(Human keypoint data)
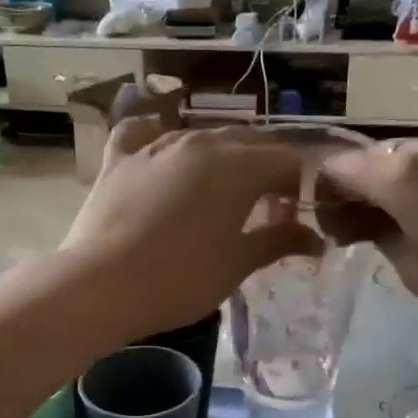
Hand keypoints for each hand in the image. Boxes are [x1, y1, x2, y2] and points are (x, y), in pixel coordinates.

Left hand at [61, 120, 322, 338]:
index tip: (295, 215)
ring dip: (223, 157)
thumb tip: (315, 239)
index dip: (299, 185)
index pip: (286, 160)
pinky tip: (162, 148)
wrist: (102, 285)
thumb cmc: (180, 279)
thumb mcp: (237, 264)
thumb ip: (278, 242)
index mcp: (238, 166)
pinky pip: (142, 132)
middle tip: (266, 208)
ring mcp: (156, 145)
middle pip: (248, 142)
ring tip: (222, 192)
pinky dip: (157, 135)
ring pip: (202, 135)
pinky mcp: (120, 158)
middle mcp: (200, 142)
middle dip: (266, 169)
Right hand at [316, 133, 417, 340]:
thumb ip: (378, 233)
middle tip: (367, 233)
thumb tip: (367, 219)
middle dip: (363, 192)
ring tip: (414, 227)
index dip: (325, 197)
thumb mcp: (413, 270)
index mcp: (401, 173)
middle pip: (377, 160)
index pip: (339, 168)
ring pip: (416, 159)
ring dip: (402, 187)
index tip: (334, 231)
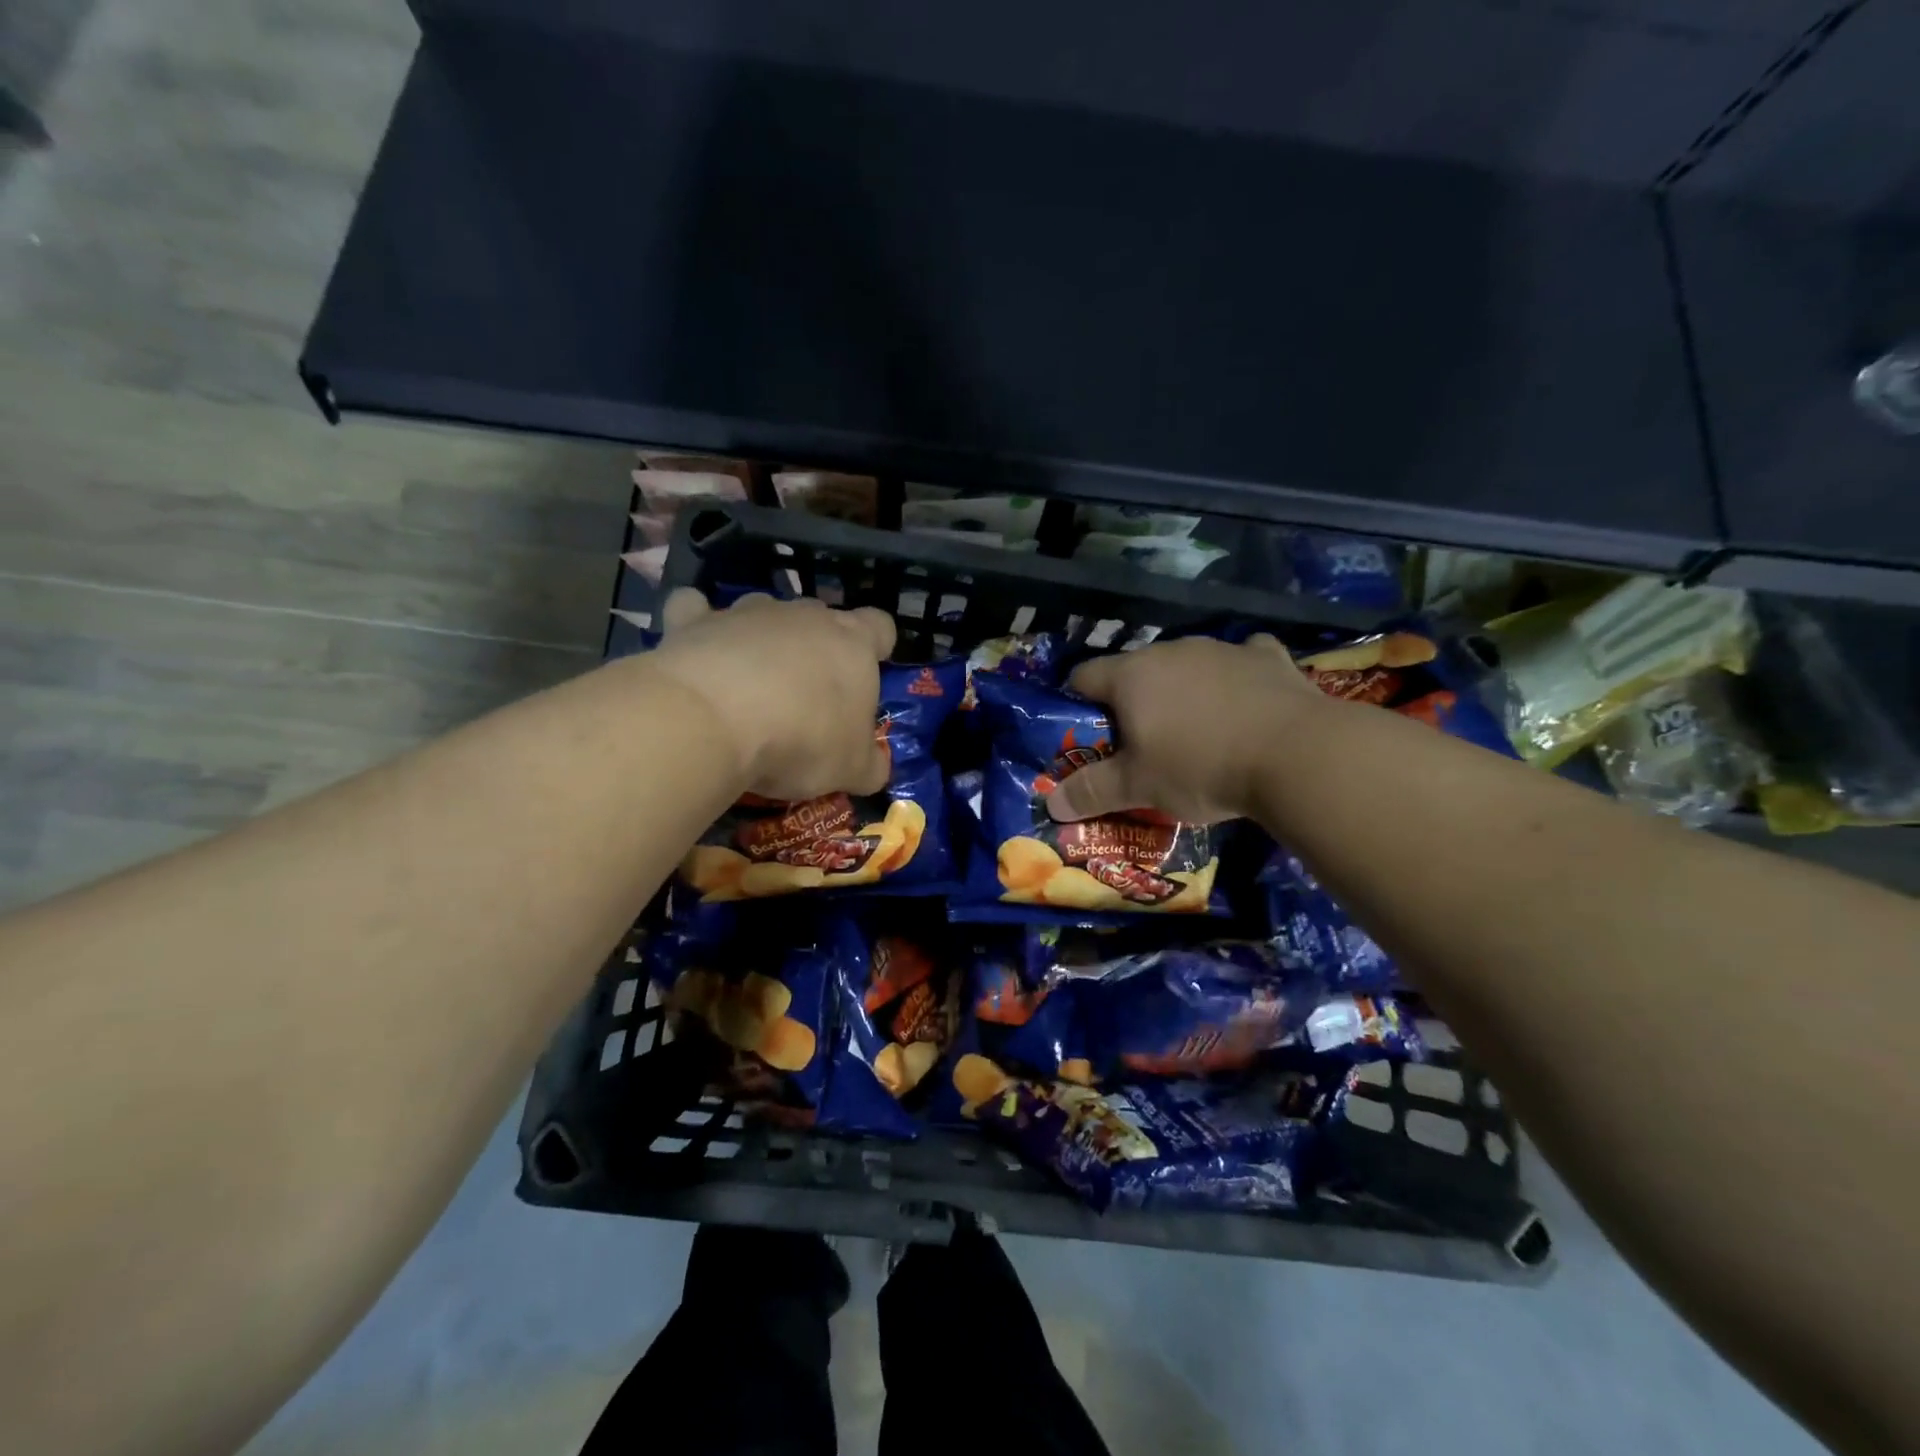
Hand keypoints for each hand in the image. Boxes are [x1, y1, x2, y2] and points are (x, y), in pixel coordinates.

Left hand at [650, 589, 896, 800]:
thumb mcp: (851, 769)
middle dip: (816, 647)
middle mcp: (803, 616)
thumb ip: (870, 765)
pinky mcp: (694, 621)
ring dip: (761, 639)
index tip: (867, 670)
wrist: (716, 721)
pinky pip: (694, 609)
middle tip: (808, 694)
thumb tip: (876, 769)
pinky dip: (697, 624)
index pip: (879, 625)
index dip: (876, 644)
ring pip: (763, 613)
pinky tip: (695, 649)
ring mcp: (747, 614)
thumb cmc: (803, 740)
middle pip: (819, 618)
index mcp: (853, 643)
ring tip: (750, 682)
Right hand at [1045, 636, 1326, 824]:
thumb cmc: (1201, 767)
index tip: (1088, 736)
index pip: (1083, 677)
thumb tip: (1051, 803)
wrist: (1297, 754)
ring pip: (1186, 665)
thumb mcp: (1139, 787)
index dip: (1077, 704)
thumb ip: (1091, 792)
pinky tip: (1244, 705)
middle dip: (1132, 701)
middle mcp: (1171, 650)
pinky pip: (1239, 661)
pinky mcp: (1267, 656)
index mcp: (1131, 675)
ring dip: (1182, 690)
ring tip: (1196, 731)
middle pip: (1135, 671)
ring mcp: (1221, 649)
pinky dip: (1234, 680)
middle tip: (1142, 743)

# TASK DETAILS
Copy each entry exactly, with no pictures.

# EXERCISE OUTPUT
Hand keypoints for each hand in the image. Boxes are [x1, y1, x2, y2] and points are (x, y), in pixel coordinates.

Left hand at [61, 120, 322, 338]:
index tip: (295, 215)
ring dip: (223, 157)
thumb tip: (315, 239)
index dip: (299, 185)
index pip: (286, 160)
pinky tip: (162, 148)
wrist: (102, 285)
thumb cmc: (180, 279)
thumb mcp: (237, 264)
thumb ip: (278, 242)
index mcp: (238, 166)
pinky pip: (142, 132)
middle tip: (266, 208)
ring mcp: (156, 145)
middle pip: (248, 142)
ring tip: (222, 192)
pinky dip: (157, 135)
ring pip: (202, 135)
pinky mcp: (120, 158)
middle mcp: (200, 142)
middle dip: (266, 169)
Right hand at [316, 133, 417, 340]:
thumb ip: (378, 233)
middle tip: (367, 233)
thumb tip: (367, 219)
middle dip: (363, 192)
ring tip: (414, 227)
index dip: (325, 197)
thumb mcp: (413, 270)
index mcp: (401, 173)
middle pip: (377, 160)
index pip: (339, 168)
ring pip: (416, 159)
ring dip: (402, 187)
index tip: (334, 231)
Hand keypoints for each hand in the image. Boxes are [x1, y1, x2, y2] and points are (x, y), in pixel coordinates.

Left hand at [650, 589, 896, 800]:
thumb mcp: (851, 769)
middle dip: (816, 647)
middle mcp: (803, 616)
thumb ip: (870, 765)
pinky mcp: (694, 621)
ring dip: (761, 639)
index tip: (867, 670)
wrist: (716, 721)
pinky pip: (694, 609)
middle tip: (808, 694)
thumb tip: (876, 769)
pinky dip: (697, 624)
index pip: (879, 625)
index dip: (876, 644)
ring pip: (763, 613)
pinky tip: (695, 649)
ring mcp: (747, 614)
thumb cmc: (803, 740)
middle pip: (819, 618)
index mcp: (853, 643)
ring tip: (750, 682)
Right hand at [1045, 636, 1326, 824]:
thumb cmc: (1201, 767)
index tip: (1088, 736)
index pip: (1083, 677)
thumb tip: (1051, 803)
wrist: (1297, 754)
ring pip: (1186, 665)
thumb mcp: (1139, 787)
index dip: (1077, 704)
thumb ip: (1091, 792)
pinky tip: (1244, 705)
middle dip: (1132, 701)
middle mcp: (1171, 650)
pinky pip: (1239, 661)
pinky mcp: (1267, 656)
index mcp: (1131, 675)
ring dip: (1182, 690)
ring tip: (1196, 731)
middle pip: (1135, 671)
ring mcp: (1221, 649)
pinky dip: (1234, 680)
middle tip: (1142, 743)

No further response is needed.